Triad has a management committee, elected by the employees, which contributes to management decisions. "We also have a board of directors," she said. "So we have two governing bodies." In addition, Triad has a chief executive officer to lead the company.
When an employee leaves Triad, they can no longer own stock. "You basically sell your allocation back to the trust," McPhail said. "The year after you retire, your money is moved to a money-market account. After five years you can roll it over or take it as a distribution. So you're paid out for your life's work at Triad."
If a business owner wants to retire or otherwise exit the enterprise, an ESOP can keep the business in the state by providing an alternative to a sale, McPhail said. Out-of-state companies that buy a business can move some operations and, perhaps, the entire enterprise. "We feel it (the ESOP structure) is a business retention tool," she said.
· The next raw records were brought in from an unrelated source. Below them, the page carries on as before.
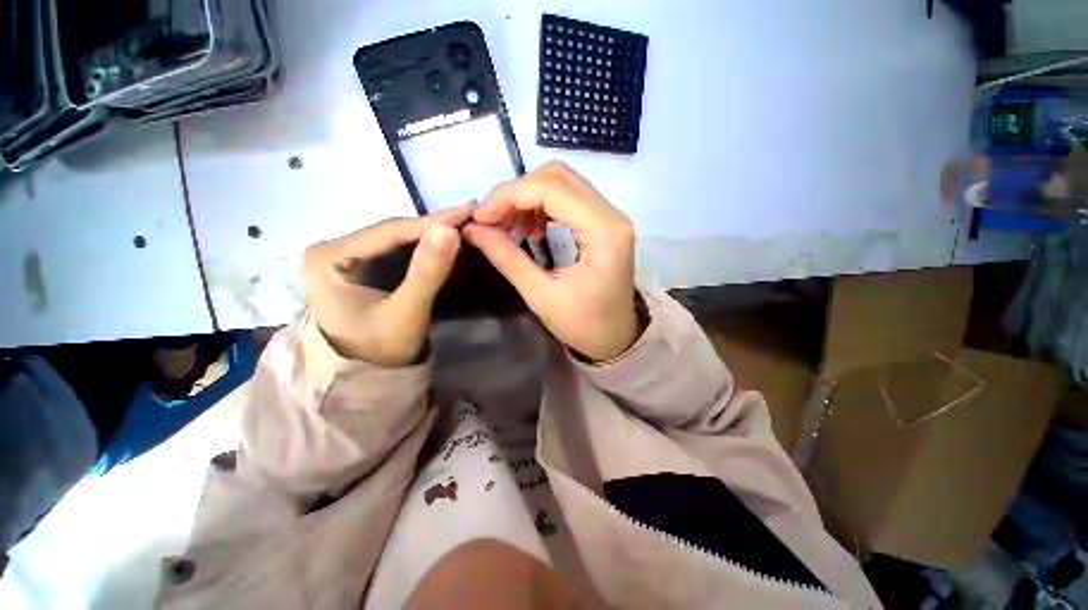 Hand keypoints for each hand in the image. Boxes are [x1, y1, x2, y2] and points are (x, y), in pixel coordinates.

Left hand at [302, 204, 473, 365]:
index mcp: (328, 258)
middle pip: (391, 232)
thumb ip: (427, 272)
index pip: (389, 231)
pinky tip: (442, 240)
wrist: (367, 377)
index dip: (433, 221)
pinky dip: (420, 246)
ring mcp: (342, 257)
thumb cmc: (381, 349)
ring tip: (462, 223)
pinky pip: (393, 250)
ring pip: (394, 239)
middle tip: (470, 215)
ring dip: (429, 233)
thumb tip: (450, 230)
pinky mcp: (356, 266)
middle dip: (432, 226)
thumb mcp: (407, 312)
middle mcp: (330, 249)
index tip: (469, 211)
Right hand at [463, 162, 639, 361]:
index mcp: (602, 232)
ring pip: (562, 183)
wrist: (617, 338)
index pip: (551, 188)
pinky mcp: (605, 223)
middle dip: (517, 193)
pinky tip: (531, 229)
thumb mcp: (541, 296)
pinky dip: (542, 206)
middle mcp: (612, 214)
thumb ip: (507, 258)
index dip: (508, 195)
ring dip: (529, 197)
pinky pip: (569, 198)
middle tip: (492, 220)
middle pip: (557, 177)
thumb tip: (472, 229)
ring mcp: (611, 216)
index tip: (480, 217)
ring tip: (510, 227)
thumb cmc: (584, 325) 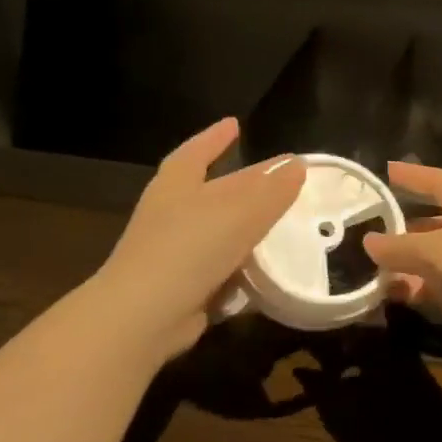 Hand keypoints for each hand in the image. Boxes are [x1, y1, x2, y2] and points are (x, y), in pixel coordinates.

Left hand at [95, 117, 305, 363]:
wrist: (145, 316)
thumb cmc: (189, 248)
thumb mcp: (239, 213)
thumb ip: (272, 191)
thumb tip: (297, 165)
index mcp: (177, 185)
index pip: (196, 152)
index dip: (215, 138)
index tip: (235, 125)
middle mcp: (173, 214)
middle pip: (216, 191)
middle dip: (247, 183)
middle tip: (283, 176)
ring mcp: (175, 253)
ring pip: (220, 231)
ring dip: (248, 226)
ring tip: (285, 221)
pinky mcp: (184, 287)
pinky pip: (222, 269)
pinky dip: (244, 266)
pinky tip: (270, 268)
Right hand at [362, 162, 441, 366]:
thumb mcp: (436, 250)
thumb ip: (399, 246)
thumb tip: (369, 241)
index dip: (416, 176)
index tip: (387, 170)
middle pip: (438, 223)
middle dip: (406, 227)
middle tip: (370, 229)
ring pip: (437, 260)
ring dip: (408, 263)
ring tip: (371, 267)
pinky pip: (441, 289)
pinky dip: (419, 290)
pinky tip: (394, 295) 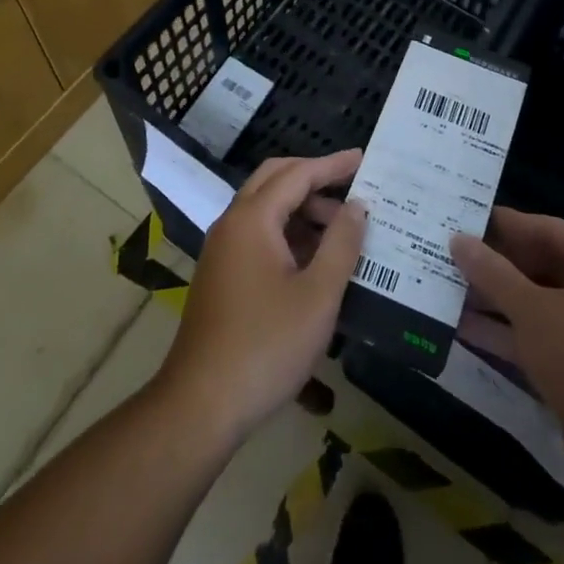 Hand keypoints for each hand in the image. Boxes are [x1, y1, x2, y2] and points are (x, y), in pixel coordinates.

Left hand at [154, 151, 366, 443]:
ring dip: (301, 209)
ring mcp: (222, 250)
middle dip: (313, 178)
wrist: (200, 405)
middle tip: (351, 187)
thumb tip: (357, 206)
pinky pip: (257, 234)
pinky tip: (314, 260)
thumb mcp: (318, 295)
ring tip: (341, 230)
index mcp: (253, 218)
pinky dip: (287, 233)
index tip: (363, 159)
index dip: (332, 165)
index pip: (297, 174)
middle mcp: (232, 223)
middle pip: (275, 180)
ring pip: (265, 208)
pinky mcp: (221, 275)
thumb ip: (341, 244)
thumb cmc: (266, 346)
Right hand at [450, 209, 563, 486]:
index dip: (503, 225)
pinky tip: (462, 327)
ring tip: (445, 286)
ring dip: (495, 300)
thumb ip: (492, 272)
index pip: (547, 230)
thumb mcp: (533, 309)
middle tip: (447, 252)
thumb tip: (457, 239)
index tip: (461, 217)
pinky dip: (507, 333)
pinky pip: (540, 338)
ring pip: (538, 304)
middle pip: (542, 266)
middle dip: (495, 266) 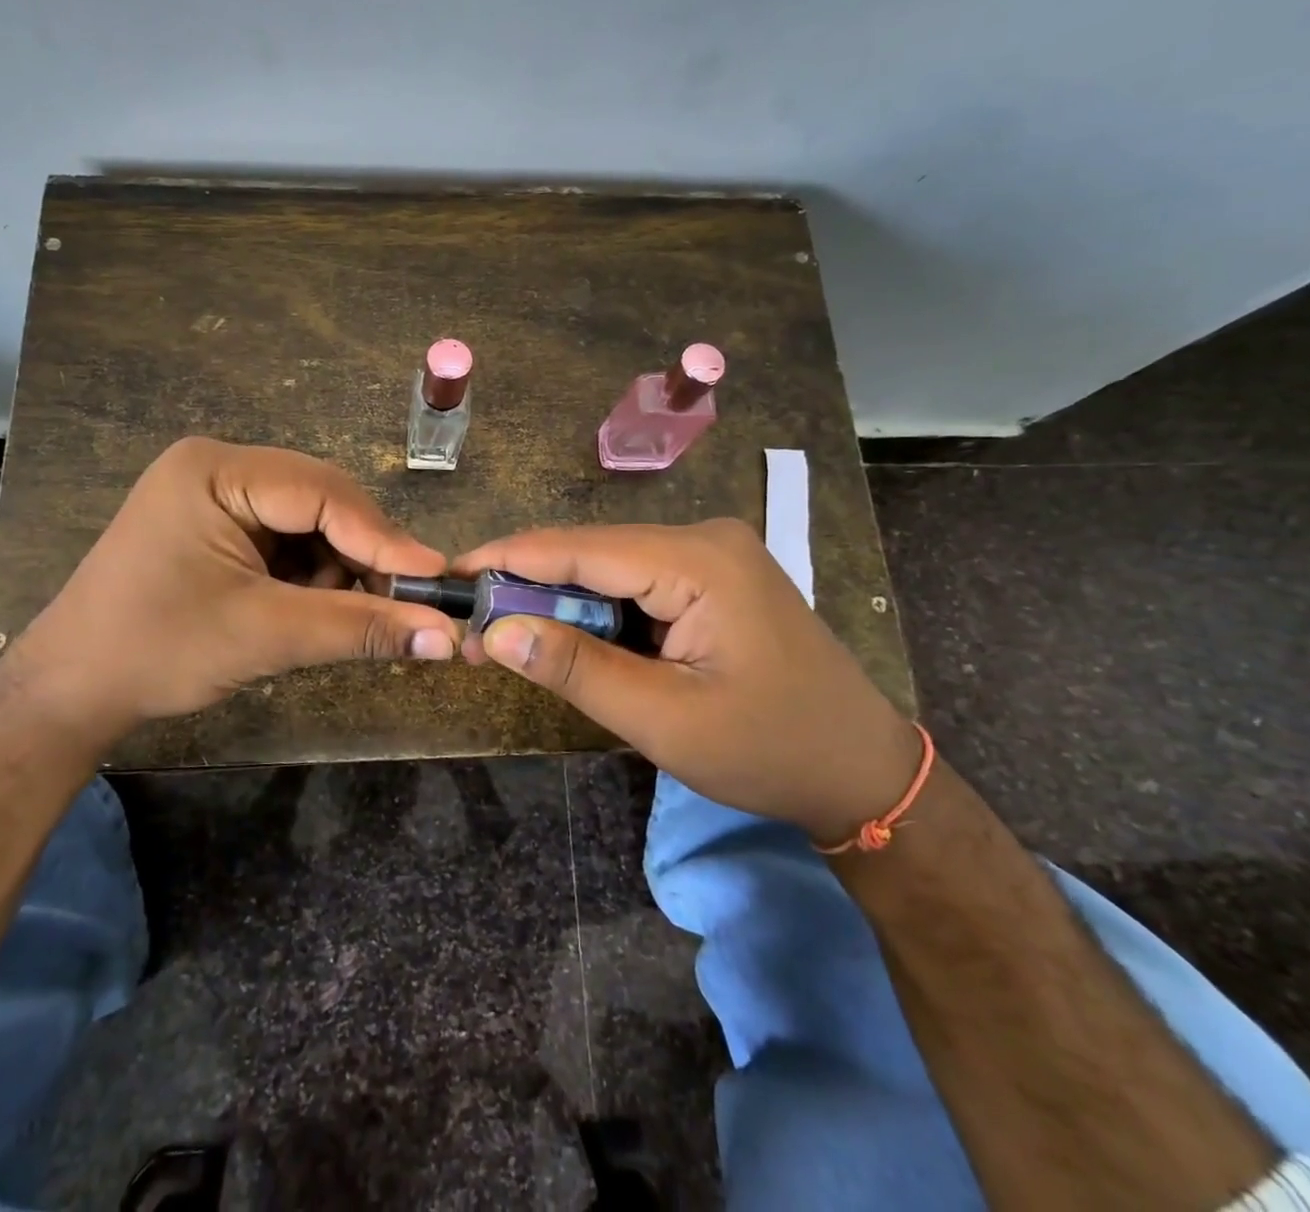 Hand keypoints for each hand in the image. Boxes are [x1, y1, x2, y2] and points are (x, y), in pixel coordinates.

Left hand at [0, 438, 463, 757]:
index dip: (383, 538)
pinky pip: (288, 540)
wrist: (71, 691)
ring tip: (331, 618)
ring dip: (335, 571)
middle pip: (322, 502)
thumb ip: (360, 628)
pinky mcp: (219, 526)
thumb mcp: (266, 636)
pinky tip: (303, 610)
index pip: (323, 492)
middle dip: (358, 556)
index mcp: (217, 470)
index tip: (433, 580)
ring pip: (311, 523)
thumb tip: (445, 637)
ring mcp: (217, 495)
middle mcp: (219, 467)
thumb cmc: (158, 652)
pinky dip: (309, 576)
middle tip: (397, 606)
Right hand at [454, 520, 921, 841]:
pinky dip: (596, 610)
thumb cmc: (768, 749)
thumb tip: (494, 634)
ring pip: (609, 567)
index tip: (450, 575)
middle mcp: (703, 538)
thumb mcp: (664, 720)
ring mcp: (711, 554)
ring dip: (560, 602)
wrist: (859, 771)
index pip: (581, 548)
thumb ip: (576, 670)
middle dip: (530, 586)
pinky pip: (635, 582)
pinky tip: (567, 636)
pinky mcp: (712, 577)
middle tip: (473, 624)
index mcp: (699, 560)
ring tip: (508, 635)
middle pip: (592, 552)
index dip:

On a day-to-day basis, McPhail said the ESOP structure breaks down the union vs. management way of thinking.
Also, "it's an education opportunity," she said. Some employees don't have college degrees but they understand how to read Triad's income statement.
"I have folks come into my office and ask, 'If we buy this piece of equipment, how will the expense get recorded?' You just don't get that in other companies. It's a fantastic tool for relating cause and effect."
McPhail said, "When an employee-owner asks, 'What is the one thing I can do best that contributes to the profit of the company,' we're able to tell them that."
As an ESOP matures, "it transforms from a transition to an ownership style," she said. "I think that's where you really start to see the beauty of the plan — where it brings people together."